[Dataset entries]

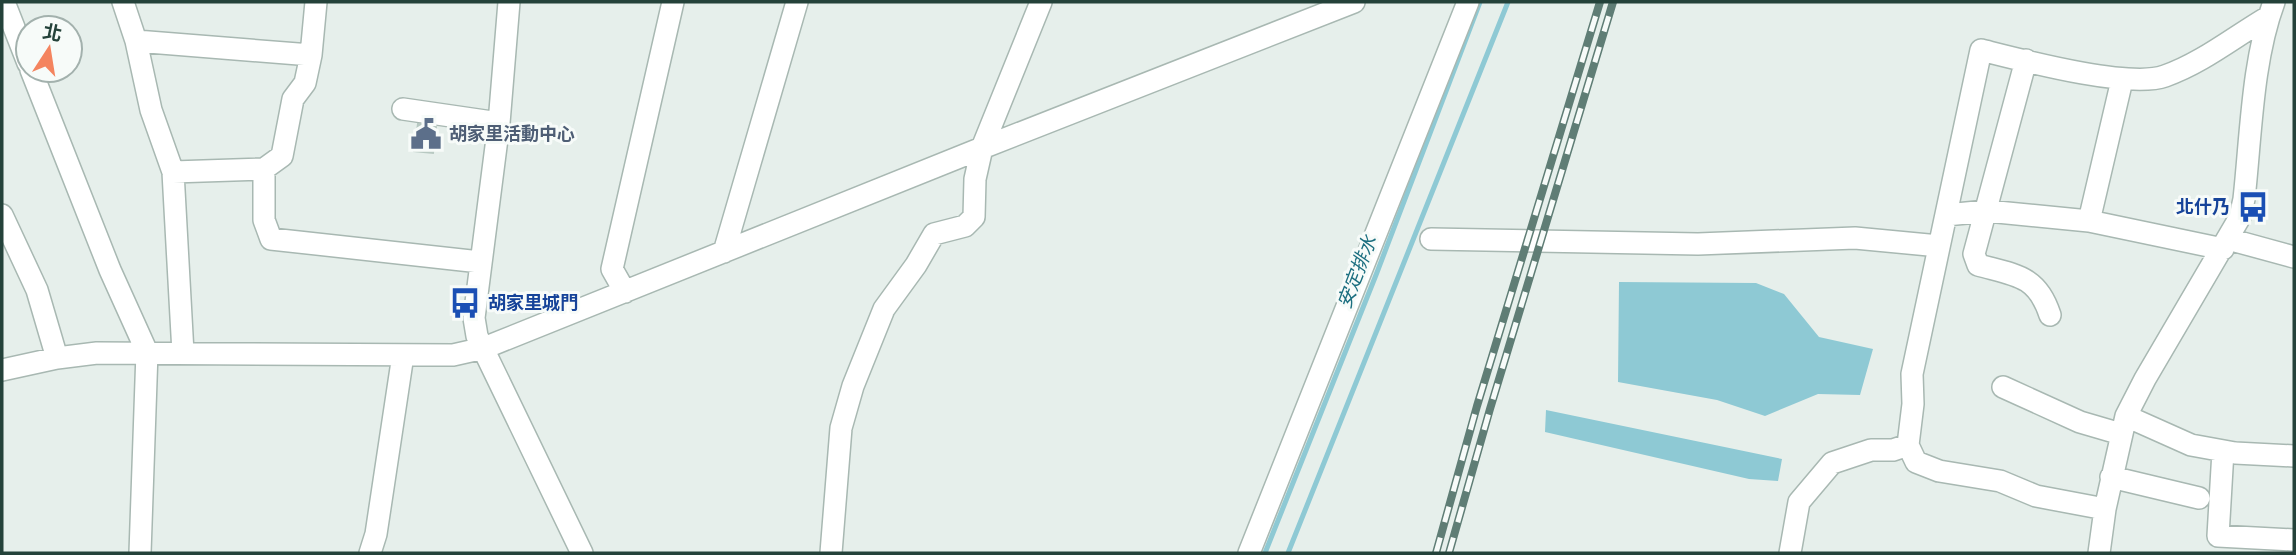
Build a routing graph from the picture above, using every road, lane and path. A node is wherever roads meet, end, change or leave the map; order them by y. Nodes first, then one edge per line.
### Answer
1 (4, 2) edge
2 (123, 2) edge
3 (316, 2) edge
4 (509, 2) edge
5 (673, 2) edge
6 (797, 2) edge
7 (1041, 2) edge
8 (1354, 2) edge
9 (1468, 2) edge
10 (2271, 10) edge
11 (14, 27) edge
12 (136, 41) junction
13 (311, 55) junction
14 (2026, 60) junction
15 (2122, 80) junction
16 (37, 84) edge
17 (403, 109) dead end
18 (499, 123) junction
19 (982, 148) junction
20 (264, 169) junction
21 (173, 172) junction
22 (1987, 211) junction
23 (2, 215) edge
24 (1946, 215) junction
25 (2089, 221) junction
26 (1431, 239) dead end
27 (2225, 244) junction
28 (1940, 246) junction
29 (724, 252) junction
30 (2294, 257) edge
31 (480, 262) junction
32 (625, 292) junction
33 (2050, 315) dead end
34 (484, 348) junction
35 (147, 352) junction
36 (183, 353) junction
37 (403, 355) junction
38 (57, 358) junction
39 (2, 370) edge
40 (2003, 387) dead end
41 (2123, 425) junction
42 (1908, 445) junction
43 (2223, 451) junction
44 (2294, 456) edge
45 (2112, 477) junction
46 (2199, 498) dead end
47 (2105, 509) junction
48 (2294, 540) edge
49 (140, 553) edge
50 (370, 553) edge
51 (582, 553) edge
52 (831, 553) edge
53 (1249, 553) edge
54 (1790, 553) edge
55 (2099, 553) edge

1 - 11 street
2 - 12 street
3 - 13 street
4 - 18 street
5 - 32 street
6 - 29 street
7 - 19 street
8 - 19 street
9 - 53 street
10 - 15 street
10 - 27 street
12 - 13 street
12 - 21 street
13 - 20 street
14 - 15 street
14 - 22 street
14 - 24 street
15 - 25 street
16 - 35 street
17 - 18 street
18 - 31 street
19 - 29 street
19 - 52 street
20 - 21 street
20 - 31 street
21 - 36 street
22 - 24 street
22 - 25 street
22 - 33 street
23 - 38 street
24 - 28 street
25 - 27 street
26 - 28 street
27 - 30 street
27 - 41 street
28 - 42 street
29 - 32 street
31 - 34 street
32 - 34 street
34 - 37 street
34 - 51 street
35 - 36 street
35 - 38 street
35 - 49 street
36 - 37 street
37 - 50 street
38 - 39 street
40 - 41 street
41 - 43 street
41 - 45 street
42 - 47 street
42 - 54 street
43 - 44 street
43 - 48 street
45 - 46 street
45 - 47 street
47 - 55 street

■ What needs to be done ■
In the records above, collect each line with "dead".

■ Result below ■
17 (403, 109) dead end
26 (1431, 239) dead end
33 (2050, 315) dead end
40 (2003, 387) dead end
46 (2199, 498) dead end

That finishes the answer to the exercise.